TASK DIRECTIONS — Output the data below exactly.

-.-.-

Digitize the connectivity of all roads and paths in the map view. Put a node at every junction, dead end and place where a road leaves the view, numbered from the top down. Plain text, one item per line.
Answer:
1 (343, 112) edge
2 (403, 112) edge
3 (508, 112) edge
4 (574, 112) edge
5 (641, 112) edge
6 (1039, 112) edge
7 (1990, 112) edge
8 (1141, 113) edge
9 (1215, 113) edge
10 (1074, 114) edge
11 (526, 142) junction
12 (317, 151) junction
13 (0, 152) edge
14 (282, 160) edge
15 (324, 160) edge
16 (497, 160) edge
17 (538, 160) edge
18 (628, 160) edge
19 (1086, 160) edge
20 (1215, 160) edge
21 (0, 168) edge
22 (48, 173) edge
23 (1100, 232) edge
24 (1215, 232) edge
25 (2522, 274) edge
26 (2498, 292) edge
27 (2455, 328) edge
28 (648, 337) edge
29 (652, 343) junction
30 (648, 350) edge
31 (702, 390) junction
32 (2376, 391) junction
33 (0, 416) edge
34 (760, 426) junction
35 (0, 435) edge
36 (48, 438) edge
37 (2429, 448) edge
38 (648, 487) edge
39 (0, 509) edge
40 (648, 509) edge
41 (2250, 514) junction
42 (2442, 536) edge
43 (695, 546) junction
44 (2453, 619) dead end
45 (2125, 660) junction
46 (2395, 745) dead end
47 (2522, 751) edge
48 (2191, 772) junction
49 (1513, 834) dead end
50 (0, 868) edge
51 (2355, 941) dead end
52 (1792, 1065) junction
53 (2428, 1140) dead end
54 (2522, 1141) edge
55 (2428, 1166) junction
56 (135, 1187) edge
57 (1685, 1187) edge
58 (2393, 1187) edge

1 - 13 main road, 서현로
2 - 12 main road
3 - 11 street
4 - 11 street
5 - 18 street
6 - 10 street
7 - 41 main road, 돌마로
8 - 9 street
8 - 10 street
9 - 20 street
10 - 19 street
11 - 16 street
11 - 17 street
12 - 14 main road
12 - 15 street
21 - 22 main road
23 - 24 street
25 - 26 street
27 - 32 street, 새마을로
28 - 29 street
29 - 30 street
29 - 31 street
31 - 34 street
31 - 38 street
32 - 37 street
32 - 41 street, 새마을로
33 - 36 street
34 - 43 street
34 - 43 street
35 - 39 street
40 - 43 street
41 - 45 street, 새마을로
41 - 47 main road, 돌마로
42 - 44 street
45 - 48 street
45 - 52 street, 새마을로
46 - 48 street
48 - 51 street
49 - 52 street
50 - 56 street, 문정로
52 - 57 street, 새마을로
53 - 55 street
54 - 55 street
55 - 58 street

-.-.-

COMPLETED TASK —
Digitize the connectivity of all roads and paths in the map view. Put a node at every junction, dead end and place where a road leaves the view, numbered from the top down. Plain text, one item per line.
Answer:
1 (343, 112) edge
2 (403, 112) edge
3 (508, 112) edge
4 (574, 112) edge
5 (641, 112) edge
6 (1039, 112) edge
7 (1990, 112) edge
8 (1141, 113) edge
9 (1215, 113) edge
10 (1074, 114) edge
11 (526, 142) junction
12 (317, 151) junction
13 (0, 152) edge
14 (282, 160) edge
15 (324, 160) edge
16 (497, 160) edge
17 (538, 160) edge
18 (628, 160) edge
19 (1086, 160) edge
20 (1215, 160) edge
21 (0, 168) edge
22 (48, 173) edge
23 (1100, 232) edge
24 (1215, 232) edge
25 (2522, 274) edge
26 (2498, 292) edge
27 (2455, 328) edge
28 (648, 337) edge
29 (652, 343) junction
30 (648, 350) edge
31 (702, 390) junction
32 (2376, 391) junction
33 (0, 416) edge
34 (760, 426) junction
35 (0, 435) edge
36 (48, 438) edge
37 (2429, 448) edge
38 (648, 487) edge
39 (0, 509) edge
40 (648, 509) edge
41 (2250, 514) junction
42 (2442, 536) edge
43 (695, 546) junction
44 (2453, 619) dead end
45 (2125, 660) junction
46 (2395, 745) dead end
47 (2522, 751) edge
48 (2191, 772) junction
49 (1513, 834) dead end
50 (0, 868) edge
51 (2355, 941) dead end
52 (1792, 1065) junction
53 (2428, 1140) dead end
54 (2522, 1141) edge
55 (2428, 1166) junction
56 (135, 1187) edge
57 (1685, 1187) edge
58 (2393, 1187) edge

1 - 13 main road, 서현로
2 - 12 main road
3 - 11 street
4 - 11 street
5 - 18 street
6 - 10 street
7 - 41 main road, 돌마로
8 - 9 street
8 - 10 street
9 - 20 street
10 - 19 street
11 - 16 street
11 - 17 street
12 - 14 main road
12 - 15 street
21 - 22 main road
23 - 24 street
25 - 26 street
27 - 32 street, 새마을로
28 - 29 street
29 - 30 street
29 - 31 street
31 - 34 street
31 - 38 street
32 - 37 street
32 - 41 street, 새마을로
33 - 36 street
34 - 43 street
34 - 43 street
35 - 39 street
40 - 43 street
41 - 45 street, 새마을로
41 - 47 main road, 돌마로
42 - 44 street
45 - 48 street
45 - 52 street, 새마을로
46 - 48 street
48 - 51 street
49 - 52 street
50 - 56 street, 문정로
52 - 57 street, 새마을로
53 - 55 street
54 - 55 street
55 - 58 street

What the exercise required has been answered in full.